We set out to detect prognostic biomarkers identifying patients at risk of death already before the onset of COVID-19. The overall mortality in our data set is 5.5%, which is well in line with the case-fatality ratio estimate of 5.89% for the USA in early 202018. We first pursued a univariable analysis of 249 clinical variables observed at least a month before the initial diagnosis. We selected this conservative buffer time to exclude the effect of physiological changes incurred by the infection before the diagnosis or during the incubation period of up to 14 days10. We used the median value captured between 1 and 12 months before the initial COVID-19 diagnosis for vitals and laboratory measurements, and the entire past medical history (mean length ~5.4 years) for variables with a long-term effect, such as diagnoses of chronic indications. The univariable associations were calculated for the entire data set, as well as for the age groups <50, 50–70, 70–80, and >80 years separately (Supplementary Data 4).

The univariable analysis revealed 127 variables significantly associated (P < 0.0002) with mortality (Supplementary Data 4). As expected, age was the strongest prognostic factor, with a per-year hazard-ratio (HR) of 1.08 [1.077;1.084], and a two-standard-deviation hazard-ratio HR2SD of 17.8 [16.3;19.5]. The HR2SD measure can reflect the risk increase between, for instance, patients of age 50 versus 90 (=2 SD difference in age). Complementary to previous reports on biomarkers measured during COVID-19, we observed lower levels of a priori measurements of albumin, hemoglobin, calcium, HDL cholesterol, lymphocyte proportion, and lymphocyte to leukocyte ratio more frequently in deceased patients. Moreover, non-survivors had a higher likelihood of a history of elevated blood urea nitrogen, creatinine, blood glucose, respiratory rate, red cell distribution width, neutrophil percentage, neutrophil-to-lymphocyte ratio, and total white blood cell count.

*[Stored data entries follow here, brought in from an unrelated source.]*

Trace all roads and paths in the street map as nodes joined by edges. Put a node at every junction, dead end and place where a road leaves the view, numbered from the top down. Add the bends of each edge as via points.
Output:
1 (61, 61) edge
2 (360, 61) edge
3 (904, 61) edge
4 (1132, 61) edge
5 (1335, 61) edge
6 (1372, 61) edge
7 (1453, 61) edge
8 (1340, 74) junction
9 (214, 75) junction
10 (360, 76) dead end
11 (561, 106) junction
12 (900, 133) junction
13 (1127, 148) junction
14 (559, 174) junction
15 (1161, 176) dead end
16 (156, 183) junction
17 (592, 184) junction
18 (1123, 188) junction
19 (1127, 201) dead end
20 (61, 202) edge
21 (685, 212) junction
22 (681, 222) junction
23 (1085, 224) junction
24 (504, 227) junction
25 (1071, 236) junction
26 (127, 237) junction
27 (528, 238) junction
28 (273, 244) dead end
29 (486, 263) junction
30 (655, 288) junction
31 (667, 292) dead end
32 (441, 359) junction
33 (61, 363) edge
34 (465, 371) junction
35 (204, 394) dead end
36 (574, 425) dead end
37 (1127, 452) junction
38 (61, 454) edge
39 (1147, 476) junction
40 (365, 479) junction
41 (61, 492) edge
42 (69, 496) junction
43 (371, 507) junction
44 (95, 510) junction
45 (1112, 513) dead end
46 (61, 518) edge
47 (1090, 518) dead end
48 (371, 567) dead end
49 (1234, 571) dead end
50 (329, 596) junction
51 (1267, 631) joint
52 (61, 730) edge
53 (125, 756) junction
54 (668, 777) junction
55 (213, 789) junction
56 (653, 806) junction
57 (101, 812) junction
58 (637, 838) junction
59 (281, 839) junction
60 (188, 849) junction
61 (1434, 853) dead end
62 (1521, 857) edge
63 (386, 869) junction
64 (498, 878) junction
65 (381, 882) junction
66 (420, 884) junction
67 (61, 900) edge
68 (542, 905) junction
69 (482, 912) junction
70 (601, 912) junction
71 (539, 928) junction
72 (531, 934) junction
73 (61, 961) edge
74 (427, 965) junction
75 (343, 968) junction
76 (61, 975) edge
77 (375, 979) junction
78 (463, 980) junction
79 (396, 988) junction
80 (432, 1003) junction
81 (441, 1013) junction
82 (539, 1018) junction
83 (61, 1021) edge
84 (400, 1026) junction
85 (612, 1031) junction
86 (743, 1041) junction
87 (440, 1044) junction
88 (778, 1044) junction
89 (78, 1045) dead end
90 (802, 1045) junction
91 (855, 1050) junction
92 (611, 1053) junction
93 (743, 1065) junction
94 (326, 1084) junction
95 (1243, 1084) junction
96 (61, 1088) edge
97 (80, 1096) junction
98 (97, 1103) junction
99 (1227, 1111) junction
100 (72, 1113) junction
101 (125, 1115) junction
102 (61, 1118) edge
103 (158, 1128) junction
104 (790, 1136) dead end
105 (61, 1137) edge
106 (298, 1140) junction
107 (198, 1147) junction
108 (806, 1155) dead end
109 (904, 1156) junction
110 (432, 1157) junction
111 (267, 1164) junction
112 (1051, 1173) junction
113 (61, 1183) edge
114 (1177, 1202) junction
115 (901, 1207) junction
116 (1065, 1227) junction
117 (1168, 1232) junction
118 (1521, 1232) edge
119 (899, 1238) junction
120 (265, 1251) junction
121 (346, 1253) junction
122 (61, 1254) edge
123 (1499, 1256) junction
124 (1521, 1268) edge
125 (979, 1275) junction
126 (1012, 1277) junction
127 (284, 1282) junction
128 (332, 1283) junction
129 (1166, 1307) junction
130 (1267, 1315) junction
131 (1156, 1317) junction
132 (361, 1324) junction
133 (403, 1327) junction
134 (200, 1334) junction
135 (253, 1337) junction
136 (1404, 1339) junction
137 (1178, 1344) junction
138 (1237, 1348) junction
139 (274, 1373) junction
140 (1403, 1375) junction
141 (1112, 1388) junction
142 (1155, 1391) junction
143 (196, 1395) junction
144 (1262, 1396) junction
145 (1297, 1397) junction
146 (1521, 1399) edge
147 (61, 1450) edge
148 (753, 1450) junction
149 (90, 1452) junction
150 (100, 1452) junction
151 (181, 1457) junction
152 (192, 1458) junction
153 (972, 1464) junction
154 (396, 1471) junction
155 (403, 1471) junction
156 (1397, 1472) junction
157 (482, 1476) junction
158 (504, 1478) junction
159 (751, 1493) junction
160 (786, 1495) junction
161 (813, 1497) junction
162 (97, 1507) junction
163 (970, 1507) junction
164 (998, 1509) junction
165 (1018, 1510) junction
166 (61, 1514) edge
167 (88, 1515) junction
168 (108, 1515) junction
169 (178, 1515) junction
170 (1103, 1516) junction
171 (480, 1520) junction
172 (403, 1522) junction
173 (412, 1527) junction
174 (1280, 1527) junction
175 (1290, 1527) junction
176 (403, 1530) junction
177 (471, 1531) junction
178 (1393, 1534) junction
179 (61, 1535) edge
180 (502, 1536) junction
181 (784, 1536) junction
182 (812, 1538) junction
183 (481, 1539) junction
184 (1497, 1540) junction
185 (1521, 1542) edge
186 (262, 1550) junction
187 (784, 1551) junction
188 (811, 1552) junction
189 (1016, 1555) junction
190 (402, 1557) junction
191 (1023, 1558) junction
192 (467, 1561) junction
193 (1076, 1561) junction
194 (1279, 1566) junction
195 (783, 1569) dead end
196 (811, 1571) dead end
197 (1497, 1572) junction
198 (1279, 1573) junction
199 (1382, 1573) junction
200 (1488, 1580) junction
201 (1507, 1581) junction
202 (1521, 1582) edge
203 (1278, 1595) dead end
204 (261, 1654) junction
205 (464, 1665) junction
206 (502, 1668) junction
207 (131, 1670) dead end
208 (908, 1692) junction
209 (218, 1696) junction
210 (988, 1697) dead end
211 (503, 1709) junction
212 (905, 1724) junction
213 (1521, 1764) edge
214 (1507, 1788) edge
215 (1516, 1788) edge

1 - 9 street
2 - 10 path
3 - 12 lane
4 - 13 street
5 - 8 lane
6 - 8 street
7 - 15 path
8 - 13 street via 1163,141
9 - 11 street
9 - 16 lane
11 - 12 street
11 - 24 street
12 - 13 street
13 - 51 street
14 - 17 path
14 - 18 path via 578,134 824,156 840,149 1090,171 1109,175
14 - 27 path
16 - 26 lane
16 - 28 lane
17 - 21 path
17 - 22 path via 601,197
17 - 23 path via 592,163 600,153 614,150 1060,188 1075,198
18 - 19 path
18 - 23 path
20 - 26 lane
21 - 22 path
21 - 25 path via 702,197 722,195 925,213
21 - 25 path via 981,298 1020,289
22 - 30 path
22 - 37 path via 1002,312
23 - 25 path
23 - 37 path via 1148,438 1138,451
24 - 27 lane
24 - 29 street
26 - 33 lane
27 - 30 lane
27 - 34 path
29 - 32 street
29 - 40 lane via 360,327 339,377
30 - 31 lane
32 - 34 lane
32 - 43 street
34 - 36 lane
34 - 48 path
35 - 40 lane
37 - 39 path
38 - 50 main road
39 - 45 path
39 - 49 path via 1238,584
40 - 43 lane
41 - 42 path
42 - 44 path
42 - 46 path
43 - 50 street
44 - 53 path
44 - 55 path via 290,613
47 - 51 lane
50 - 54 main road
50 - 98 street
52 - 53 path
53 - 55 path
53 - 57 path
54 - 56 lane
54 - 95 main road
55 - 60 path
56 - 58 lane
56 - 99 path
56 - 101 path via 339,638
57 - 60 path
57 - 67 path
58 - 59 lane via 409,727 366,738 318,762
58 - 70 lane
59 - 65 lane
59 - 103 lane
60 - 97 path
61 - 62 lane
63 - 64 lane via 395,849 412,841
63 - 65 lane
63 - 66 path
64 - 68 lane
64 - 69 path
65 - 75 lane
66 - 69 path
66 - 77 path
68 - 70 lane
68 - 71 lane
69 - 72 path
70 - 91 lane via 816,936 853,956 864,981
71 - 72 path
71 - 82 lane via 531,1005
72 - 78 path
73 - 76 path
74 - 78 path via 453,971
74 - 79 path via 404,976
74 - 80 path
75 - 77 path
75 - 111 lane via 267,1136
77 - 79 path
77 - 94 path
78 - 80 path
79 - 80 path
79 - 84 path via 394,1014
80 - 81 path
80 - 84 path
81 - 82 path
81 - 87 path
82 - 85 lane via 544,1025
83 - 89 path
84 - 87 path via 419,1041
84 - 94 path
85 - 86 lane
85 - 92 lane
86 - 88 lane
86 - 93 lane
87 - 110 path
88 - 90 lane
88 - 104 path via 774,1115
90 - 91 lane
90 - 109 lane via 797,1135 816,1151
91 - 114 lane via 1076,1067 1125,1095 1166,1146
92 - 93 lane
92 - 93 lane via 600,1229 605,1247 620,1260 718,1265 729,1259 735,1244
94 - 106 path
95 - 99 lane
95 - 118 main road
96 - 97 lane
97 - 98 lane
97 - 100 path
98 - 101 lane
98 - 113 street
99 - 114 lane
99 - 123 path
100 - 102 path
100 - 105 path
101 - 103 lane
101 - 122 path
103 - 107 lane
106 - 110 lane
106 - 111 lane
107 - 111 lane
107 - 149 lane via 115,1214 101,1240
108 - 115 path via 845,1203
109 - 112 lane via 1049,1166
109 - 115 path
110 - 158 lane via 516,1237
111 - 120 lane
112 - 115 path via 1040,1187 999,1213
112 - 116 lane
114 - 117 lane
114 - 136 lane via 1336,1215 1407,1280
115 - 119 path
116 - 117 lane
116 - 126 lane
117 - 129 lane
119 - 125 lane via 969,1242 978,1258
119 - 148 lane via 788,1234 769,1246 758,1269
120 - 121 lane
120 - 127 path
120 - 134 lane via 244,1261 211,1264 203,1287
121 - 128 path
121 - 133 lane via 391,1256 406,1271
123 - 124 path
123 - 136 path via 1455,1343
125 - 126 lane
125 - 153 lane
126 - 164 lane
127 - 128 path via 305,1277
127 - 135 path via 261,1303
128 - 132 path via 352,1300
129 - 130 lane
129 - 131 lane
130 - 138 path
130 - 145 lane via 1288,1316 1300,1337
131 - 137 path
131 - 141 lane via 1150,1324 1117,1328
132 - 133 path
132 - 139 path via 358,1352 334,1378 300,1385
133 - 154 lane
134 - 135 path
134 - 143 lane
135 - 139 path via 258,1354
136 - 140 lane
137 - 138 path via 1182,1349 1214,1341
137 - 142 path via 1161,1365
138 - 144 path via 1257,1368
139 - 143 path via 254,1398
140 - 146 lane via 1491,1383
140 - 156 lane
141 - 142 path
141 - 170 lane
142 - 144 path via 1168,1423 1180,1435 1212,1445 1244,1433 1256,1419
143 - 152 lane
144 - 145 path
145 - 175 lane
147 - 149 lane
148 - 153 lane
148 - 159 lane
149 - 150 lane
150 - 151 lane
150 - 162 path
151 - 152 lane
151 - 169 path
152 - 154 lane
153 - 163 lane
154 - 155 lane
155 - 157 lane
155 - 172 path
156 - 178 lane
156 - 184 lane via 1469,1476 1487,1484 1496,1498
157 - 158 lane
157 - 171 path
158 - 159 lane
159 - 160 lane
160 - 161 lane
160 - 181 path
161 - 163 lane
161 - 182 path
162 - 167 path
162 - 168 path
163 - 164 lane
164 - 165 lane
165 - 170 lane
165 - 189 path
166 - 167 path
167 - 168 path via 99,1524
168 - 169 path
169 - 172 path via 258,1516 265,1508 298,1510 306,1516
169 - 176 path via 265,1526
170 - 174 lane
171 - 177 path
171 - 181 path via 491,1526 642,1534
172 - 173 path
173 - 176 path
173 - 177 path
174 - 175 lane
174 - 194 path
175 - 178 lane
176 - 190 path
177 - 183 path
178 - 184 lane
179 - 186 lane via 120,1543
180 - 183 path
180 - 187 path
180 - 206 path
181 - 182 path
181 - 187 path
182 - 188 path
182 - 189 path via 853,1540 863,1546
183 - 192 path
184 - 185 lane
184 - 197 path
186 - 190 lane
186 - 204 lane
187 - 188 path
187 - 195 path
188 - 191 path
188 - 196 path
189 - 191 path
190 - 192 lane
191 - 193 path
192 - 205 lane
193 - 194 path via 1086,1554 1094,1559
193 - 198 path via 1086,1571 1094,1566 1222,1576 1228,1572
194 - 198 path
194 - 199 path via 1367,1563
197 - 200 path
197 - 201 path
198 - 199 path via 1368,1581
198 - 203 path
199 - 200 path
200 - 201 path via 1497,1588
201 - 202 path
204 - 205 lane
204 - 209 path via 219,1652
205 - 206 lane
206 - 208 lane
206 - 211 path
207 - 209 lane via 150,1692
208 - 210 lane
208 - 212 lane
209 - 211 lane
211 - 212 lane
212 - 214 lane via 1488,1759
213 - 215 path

Unexpectedly, low rather than high measurements of diastolic blood pressure were associated with death (Supplementary Data 4, HR2SD = 0.711 [0.655;0.771], P = 1.43E-16; Fig. 1a). This seemed to be in sharp contrast to earlier reports suggesting that hypertension was an important risk factor for COVID-1919. Curiously, a priori diagnoses of both hypotension (ICD-10 I95.1, I95.9) and hypertension (I.10*, O.100.*, O.109.*) were more common among the deceased patients (HR = 1.18 [1.14;1.22], P = 8.47E-24 and HR = 1.21 [1.14;1.29], P = 1.33E-09, respectively). Such ambivalent results might be associated with the natural decrease of DBP with age, or hypotension being a lagging comorbidity of heart failure, together with age and heart failure being risk factors for severe COVID-1920. However, after excluding all patients with a prior diagnosis of congestive heart failure and performing an age-group-specific analysis, we still observed an association of low DBP and mortality (Fig. 1b). Specifically, patients with a hypertension diagnosis (ICD-10 I.10*) and older than 40 years only showed consistently higher mortality rates, if they had also experienced abnormally low levels of DBP (<60 mmHg) in the past year. In fact, even abnormally high median measurements of DBP (>90 mmHg) were associated with lower mortality than abnormally low ones in the age groups 60–69 and 70–79 years (Fig. 1c). Indeed, the large epidemiological OpenSAFELY study20 has also previously reported that the fully adjusted variable of hypertension/elevated blood pressure has a negative rather than positive correlation with COVID-19 mortality, specifically in patients that are 70 years or older.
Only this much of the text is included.